LostInTechnicality: Joiner Transformation

Joiner Transformation

Use the Joiner transformation to join source data from two related heterogeneous sources residing in different locations or file systems. You can also join data from the same source. The Joiner transformation joins sources with at least one matching column. The Joiner transformation uses a condition that matches one or more pairs of columns between the two sources.

The two input pipelines include a master pipeline and a detail pipeline or a master and a detail branch. The master pipeline ends at the Joiner transformation, while the detail pipeline continues to the target.

To join more than two sources in a mapping, join the output from the Joiner transformation with another source pipeline. Add Joiner transformations to the mapping until you have joined all the source pipelines.

The Joiner transformation accepts input from most transformations. However, consider the following limitations on the pipelines you connect to the Joiner transformation:

· You cannot use a Joiner transformation when either input pipeline contains an Update Strategy transformation.

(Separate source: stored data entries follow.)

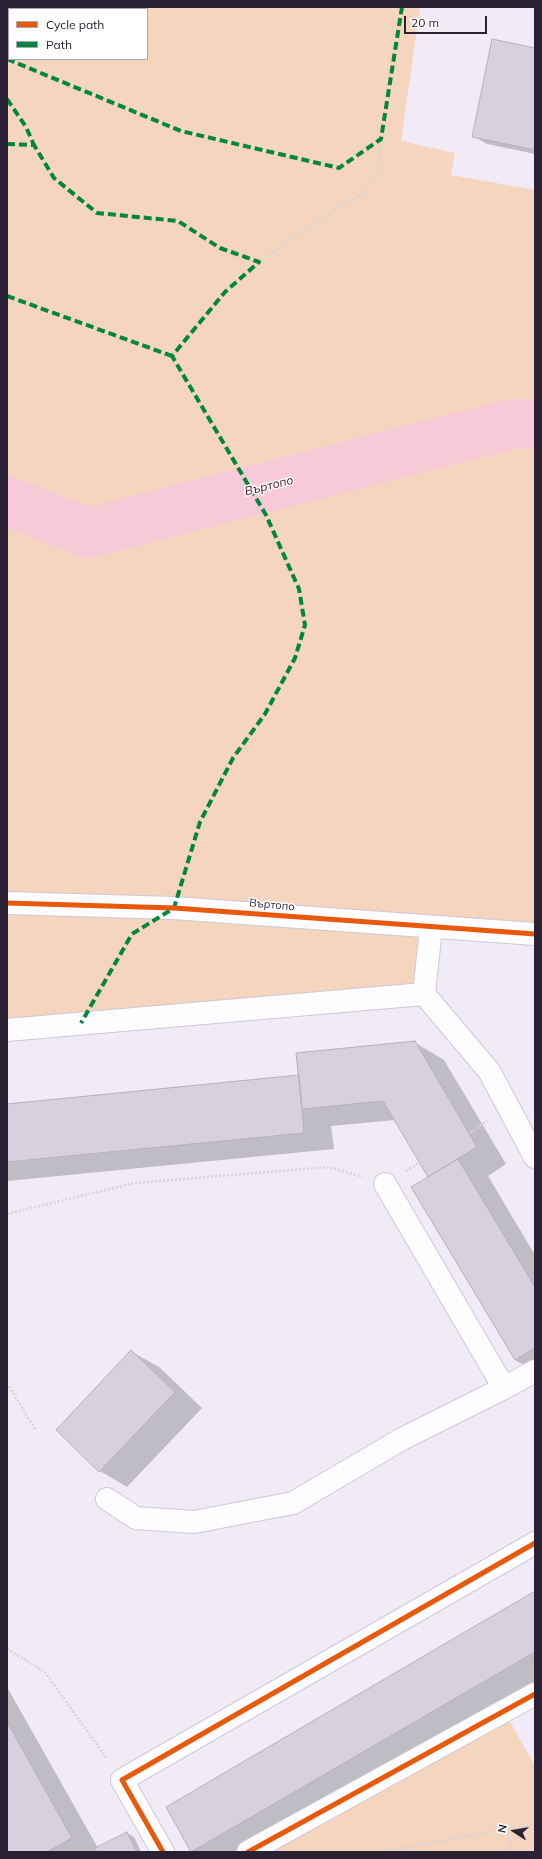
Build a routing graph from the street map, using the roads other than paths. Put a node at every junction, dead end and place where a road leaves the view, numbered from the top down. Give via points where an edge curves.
1 (7, 903) edge
2 (431, 928) junction
3 (535, 934) edge
4 (424, 994) junction
5 (7, 1030) edge
6 (535, 1157) edge
7 (385, 1184) road end
8 (535, 1370) edge
9 (504, 1388) junction
10 (107, 1499) dead end
11 (535, 1544) edge
12 (535, 1694) edge
13 (163, 1852) edge
14 (248, 1852) edge

1 - 2 street, Въртопо via 174,908
2 - 3 street, Въртопо
2 - 4 street
4 - 5 street
4 - 6 street via 489,1071
7 - 9 street
8 - 9 street
9 - 10 street via 402,1439 293,1503 194,1522 136,1518
11 - 13 street via 122,1780
12 - 14 street

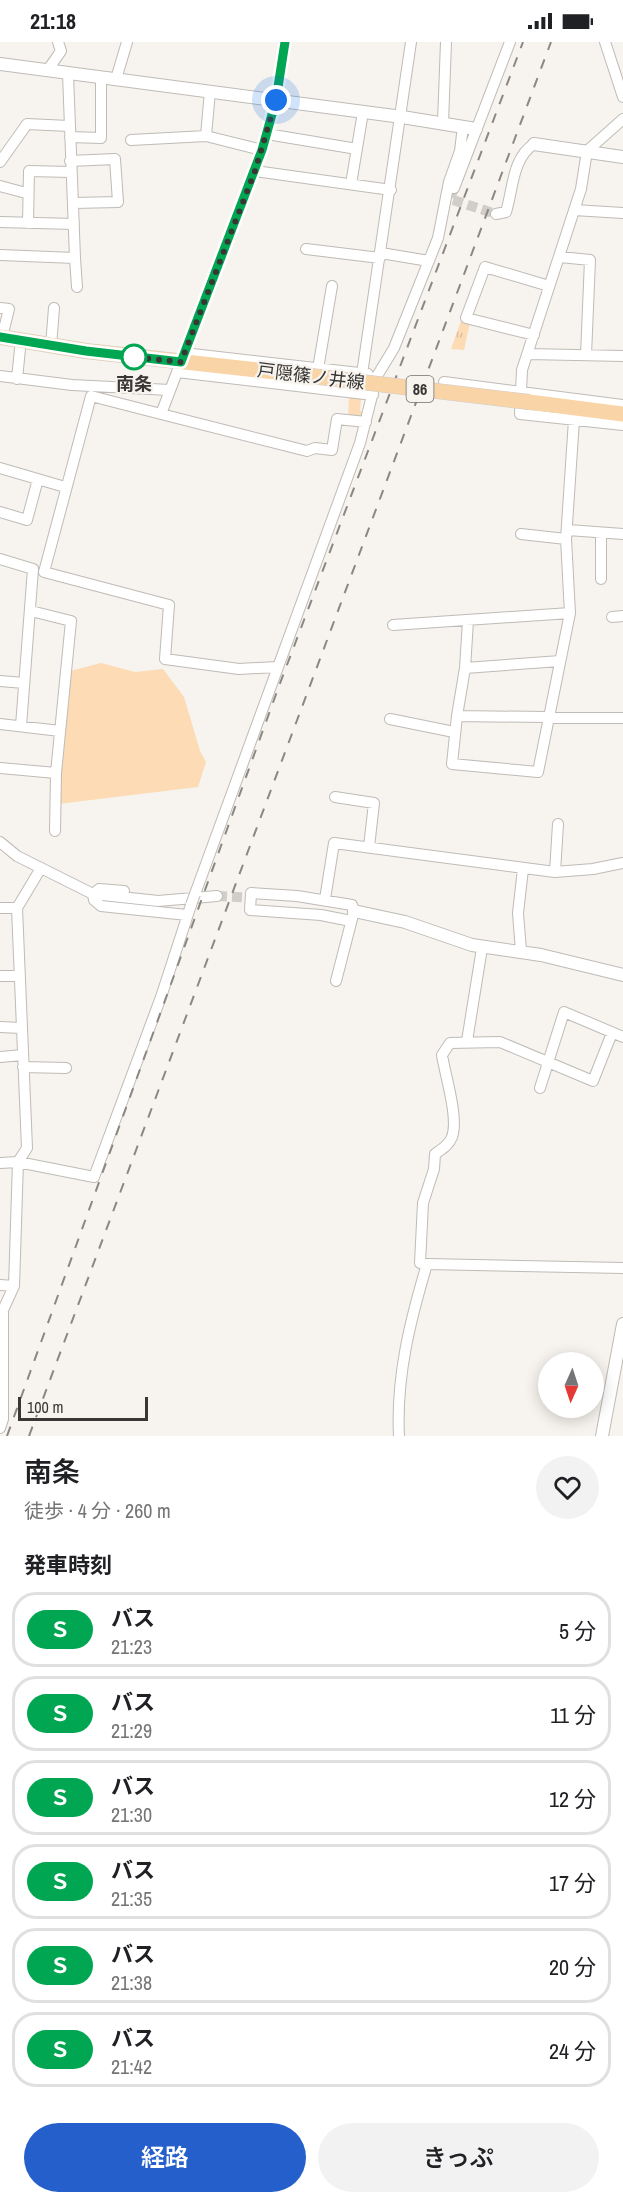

· You cannot use a Joiner transformation if you connect a Sequence Generator transformation directly before the Joiner transformation.

Working with the Joiner Transformation

When you work with the Joiner transformation, you must configure the transformation properties, join type, and join condition. You can configure the Joiner transformation for sorted input to improve Integration Service performance. You can also configure the transformation scope to control how the Integration Service applies transformation logic. To work with the Joiner transformation, complete the following tasks:

· Configure the Joiner transformation properties. Properties for the Joiner transformation identify the location of the cache directory, how the Integration Service processes the transformation, and how the Integration Service handles caching.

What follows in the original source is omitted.